Electrochemical conversion of CO2 to formic acid using Bismuth catalysts is one the most promising pathways for industrialization. However, it is still difficult to achieve high formic acid production at wide voltage intervals and industrial current densities because the Bi catalysts are often poisoned by oxygenated species. Herein, we report a Bi3S2 nanowire-ascorbic acid hybrid catalyst that simultaneously improves formic acid selectivity, activity, and stability at high applied voltages. Specifically, a more than 95% faraday efficiency was achieved for the formate formation over a wide potential range above 1.0 V and at ampere-level current densities. The observed excellent catalytic performance was attributable to a unique reconstruction mechanism to form more defective sites while the ascorbic acid layer further stabilized the defective sites by trapping the poisoning hydroxyl groups.
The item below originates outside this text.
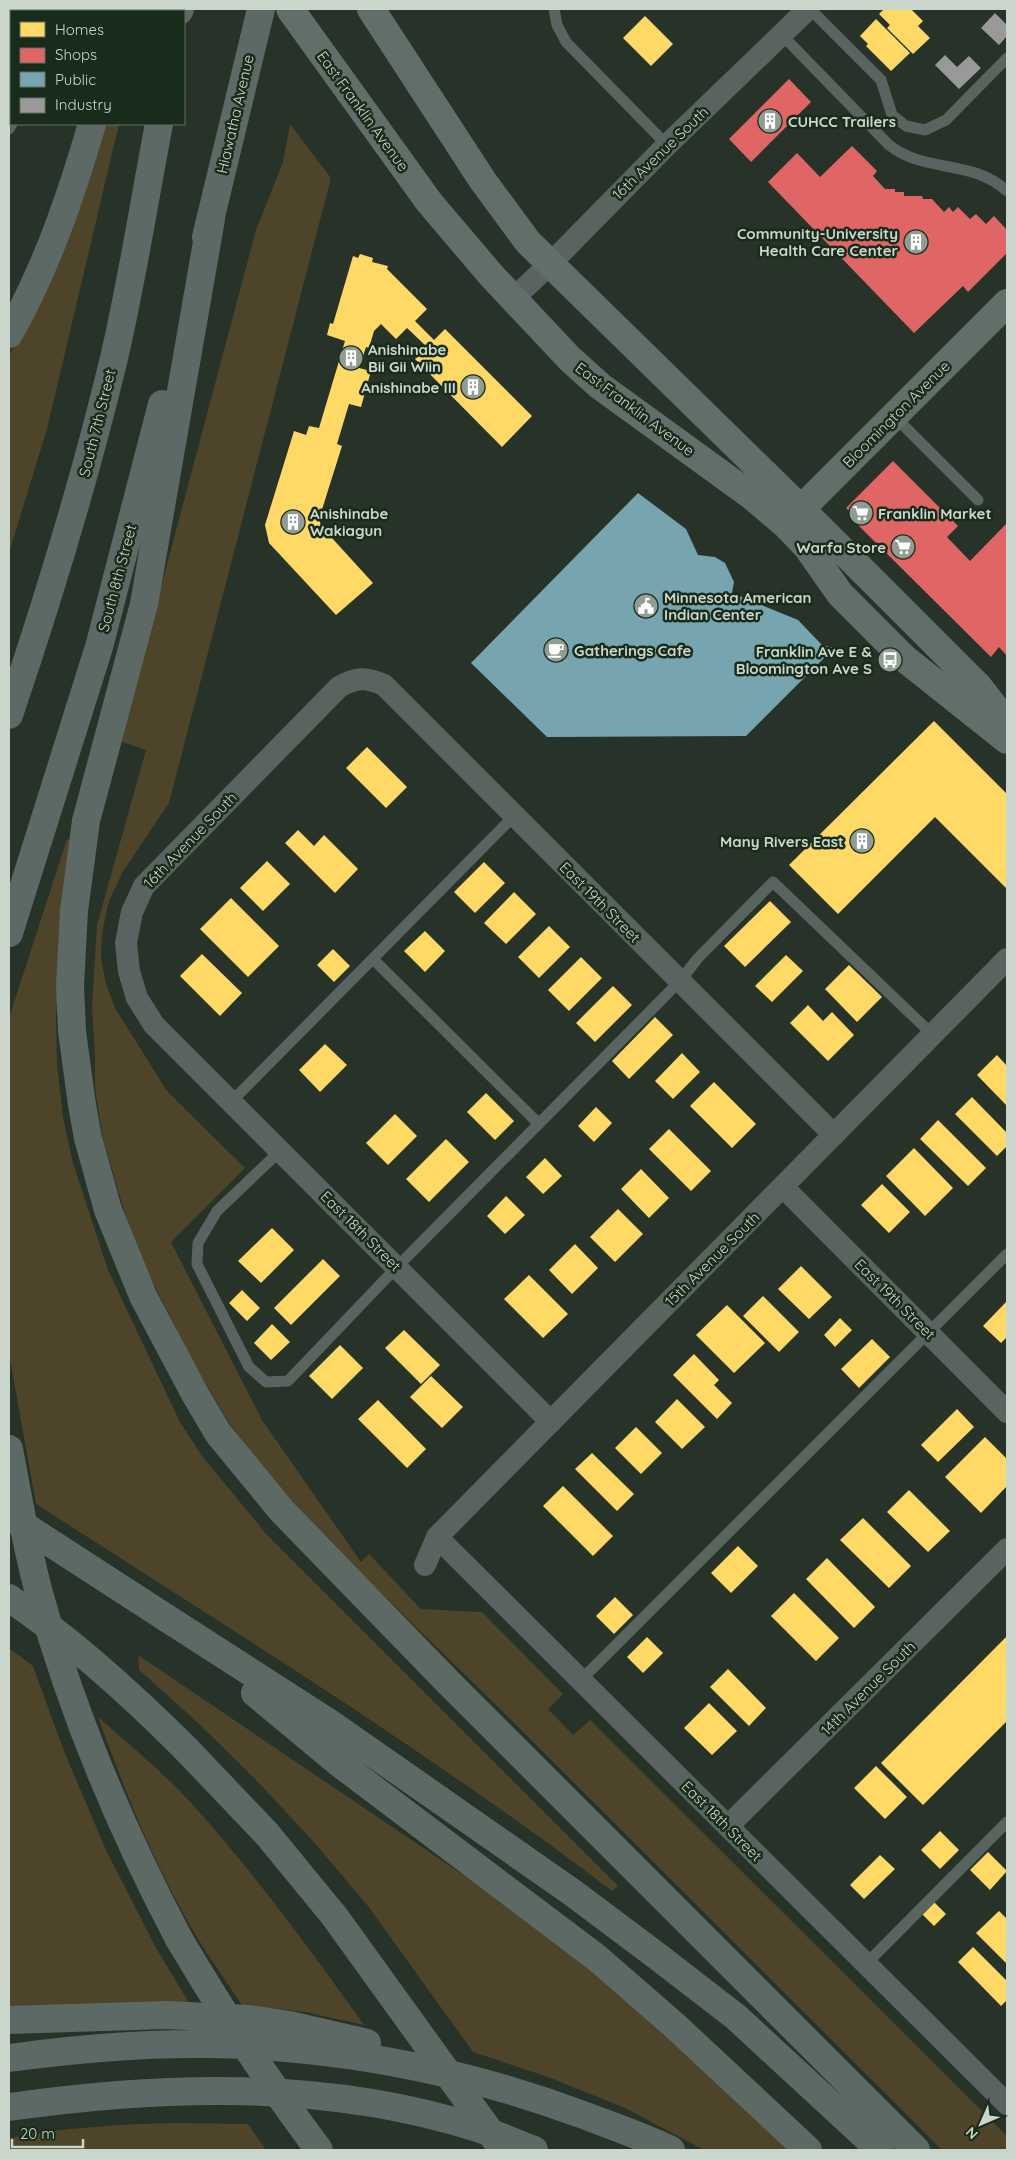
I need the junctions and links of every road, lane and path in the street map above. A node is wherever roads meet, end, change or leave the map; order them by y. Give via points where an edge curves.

When used in an all-solid-state reactor system, the newly developed catalyst achieved efficient production of pure formic acid over 120 hours at 50 mA cm–2 (200 mA cell current).

Suggested Citation

  • Jiexin Zhu & Jiantao Li & Ruihu Lu & Ruohan Yu & Shiyong Zhao & Chengbo Li & Lei Lv & Lixue Xia & Xingbao Chen & Wenwei Cai & Jiashen Meng & Wei Zhang & Xuelei Pan & Xufeng Hong & Yuhang Dai & Yu Mao , 2023. "Surface passivation for highly active, selective, stable, and scalable CO2 electroreduction," Nature Communications, Nature, vol. 14(1), pages 1-13, December.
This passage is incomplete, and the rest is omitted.